Simple task for some, very complex for Nagesh! [C# solution required]



  • You are given two xml file with similar structure. Everything after one element is to be copy to memory.


    Example:

    File One contains:

     <Root>  
     <Customer name="nagesh k" id="1001">  
     <Loan>  
      <Type = "Housing"/>  
      <Period = "10"/>  
      <PeriodIndicator = "Years"/>  
     <Loan>  
     </Customer>  
     </Root>  
    

    File Two contains:

     <Root>  
     <Customer name="nagesh k" id="1001">  
     <Loan>  
      <Type = "Student"/>  
      <Period = "4"/>  
      <PeriodIndicator = "Years"/>  
     <Loan>  
     </Customer>  
     </Root>  
    

    Now new file should look like this!

     <Root>  
     <Customer name="nagesh k" id="1001">  
     <LoanGroup>  
     <Loan>  
      <Type = "Student"/>  
      <Period = "4"/>  
      <PeriodIndicator = "Years"/>  
     </Loan>  
     <Loan>  
      <Type = "Housing"/>  
      <Period = "10"/>  
      <PeriodIndicator = "Years"/>  
     </Loan>  
     </LoanGroup>  
     </Customer>  
     </Root>  
    


  •  ...



  • You can grab the Loan element from each of the xml files and then add them under a new element (LoanGroup) to put in the xml document that you are building (the one that will be the new file).  Look at the xml document and xml element objects that are built into C#, a little bit of xpath stuff (not specific to C#) should be all you need with the built in functions there.



  • @locallunatic said:

    You can grab the Loan element from each of the xml files and then add them under a new element (LoanGroup) to put in the xml document that you are building (the one that will be the new file).  Look at the xml document and xml element objects that are built into C#, a little bit of xpath stuff (not specific to C#) should be all you need with the built in functions there.

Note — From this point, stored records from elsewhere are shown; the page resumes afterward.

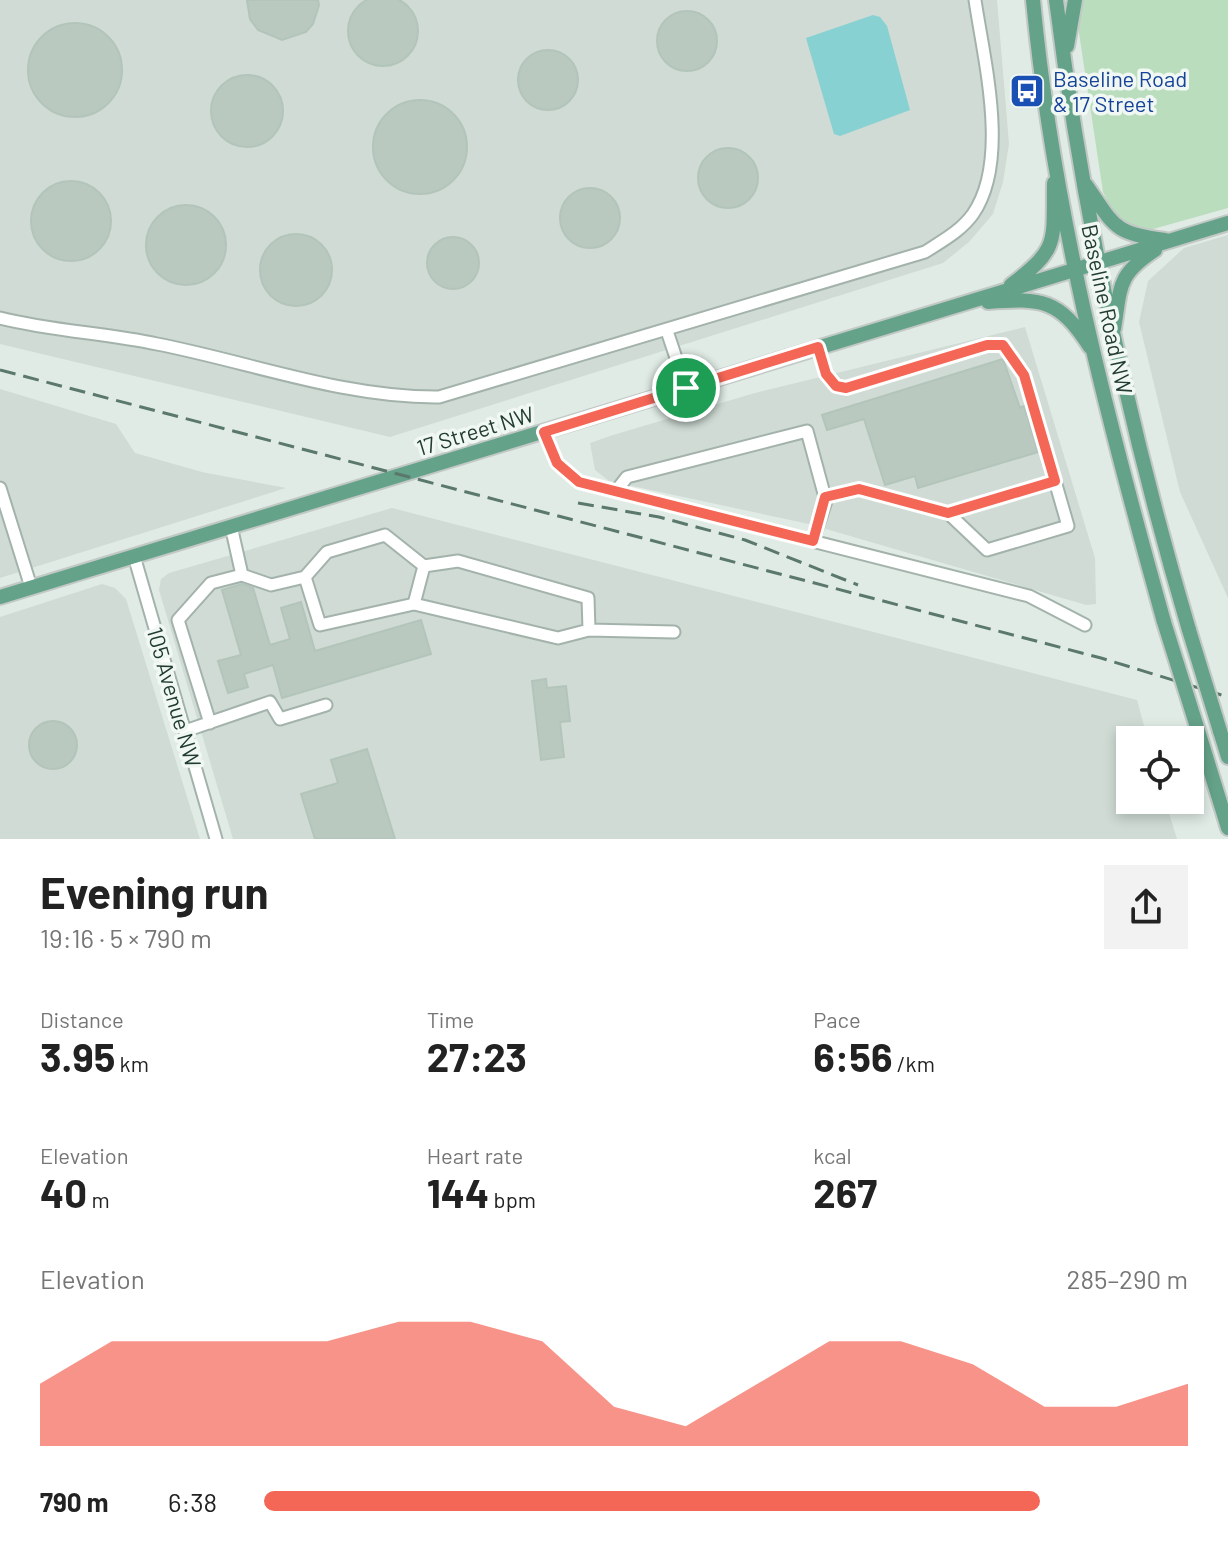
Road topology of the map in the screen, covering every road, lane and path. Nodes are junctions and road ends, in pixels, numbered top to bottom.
1 (975, 0) edge
2 (1033, 0) edge
3 (1056, 0) edge
4 (1075, 0) edge
5 (1064, 63) junction
6 (1054, 151) junction
7 (1082, 180) junction
8 (1228, 223) edge
9 (1169, 241) junction
10 (1097, 263) junction
11 (1077, 269) junction
12 (1002, 292) junction
13 (964, 304) junction
14 (0, 318) edge
15 (667, 331) junction
16 (1112, 339) junction
17 (818, 347) junction
18 (1095, 354) junction
19 (686, 388) junction
20 (544, 432) junction
21 (1055, 481) junction
22 (0, 488) edge
23 (616, 491) junction
24 (825, 497) junction
25 (948, 513) junction
26 (231, 526) junction
27 (813, 541) junction
28 (134, 556) junction
29 (424, 566) junction
30 (242, 575) junction
31 (305, 577) junction
32 (31, 587) junction
33 (0, 597) edge
34 (414, 604) junction
35 (1085, 625) dead end
36 (589, 630) junction
37 (674, 632) dead end
38 (326, 705) dead end
39 (210, 723) junction
40 (185, 731) junction
41 (1228, 757) edge
42 (1228, 828) edge
43 (216, 839) edge

1 - 15 street
2 - 6 main road, Baseline Road NW
3 - 5 main road, Baseline Road NW
4 - 5 main road
5 - 7 main road, Baseline Road NW
6 - 11 main road, Baseline Road NW
6 - 12 main road
7 - 9 main road
7 - 10 main road, Baseline Road NW
8 - 9 main road
9 - 10 main road
9 - 16 main road
10 - 11 main road
10 - 16 main road, Baseline Road NW
11 - 12 main road
11 - 18 main road, Baseline Road NW
12 - 13 main road
13 - 17 main road, 17 Street NW
13 - 18 main road
14 - 15 street
15 - 19 street
16 - 41 main road, Baseline Road NW, bridge
17 - 19 main road, 17 Street NW
17 - 21 street
18 - 42 main road, Baseline Road NW, bridge
19 - 20 main road, 17 Street NW
20 - 23 street
20 - 26 main road, 17 Street NW
21 - 25 street
21 - 25 street
22 - 32 street
23 - 24 street
23 - 27 street
24 - 25 street
24 - 27 street
26 - 28 main road, 17 Street NW
26 - 30 street
27 - 35 street
28 - 32 main road, 17 Street NW
28 - 40 street, 105 Avenue NW
29 - 31 street
29 - 34 street
29 - 36 street
30 - 31 street
30 - 39 street
31 - 34 street
32 - 33 main road, 17 Street NW
34 - 36 street
36 - 37 street
38 - 39 street
39 - 40 street
40 - 43 street, 105 Avenue NW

    XElement / XDocument are class to look for?



  • @Nagesh said:

    XElement / XDocument are class to look for?

    XmlDocument and XmlElement were the ones I meant, but there are others that may also be useful depending on what you need to do.  The documentation that comes with Visual Studio should have everything you need for looking up specific objects for different things.



  • @locallunatic said:

    @Nagesh said:

    XElement / XDocument are class to look for?

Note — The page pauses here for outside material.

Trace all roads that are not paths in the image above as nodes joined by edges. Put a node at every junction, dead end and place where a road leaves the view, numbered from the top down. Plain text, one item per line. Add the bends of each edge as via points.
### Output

    XmlDocument and XmlElement were the ones I meant, but there are others that may also be useful depending on what you need to do.  The documentation that comes with Visual Studio should have everything you need for looking up specific objects for different things.

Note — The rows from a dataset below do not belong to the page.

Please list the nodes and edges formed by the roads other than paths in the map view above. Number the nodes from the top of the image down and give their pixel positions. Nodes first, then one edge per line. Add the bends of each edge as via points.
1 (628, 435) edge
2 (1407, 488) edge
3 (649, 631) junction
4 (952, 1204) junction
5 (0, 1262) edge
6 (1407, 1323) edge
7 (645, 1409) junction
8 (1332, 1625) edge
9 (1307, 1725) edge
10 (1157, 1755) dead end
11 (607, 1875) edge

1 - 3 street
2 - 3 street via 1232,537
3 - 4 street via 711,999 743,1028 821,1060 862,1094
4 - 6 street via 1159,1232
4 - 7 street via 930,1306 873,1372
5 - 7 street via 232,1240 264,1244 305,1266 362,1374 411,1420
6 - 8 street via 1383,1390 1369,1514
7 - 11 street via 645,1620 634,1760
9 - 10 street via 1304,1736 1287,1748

    I hating C# even more. Remind me of advanced english class in college. :(



  •  I'm no C# devver... but this looks like a job for XSLT.

    I'm guessing there's some library functions that can take XML datasets, chuck an XSLT at it and spew the results out.

    I've done it in Java (saxon/xalan) and PHP. Just don't know the C# side of things, sorry.



  • @Cassidy said:

    I'm no C# devver... but this looks like a job for XSLT.

    Wow, I feel dumb for not suggesting doing it that way.  Only problem I can think of off the top of my head is if you needed to combine a variable number of files rather than just two or is there a good way to handle that in XSLT that I'm not thinking of?



  • @Cassidy said:

     I'm no C# devver... but this looks like a job for XSLT.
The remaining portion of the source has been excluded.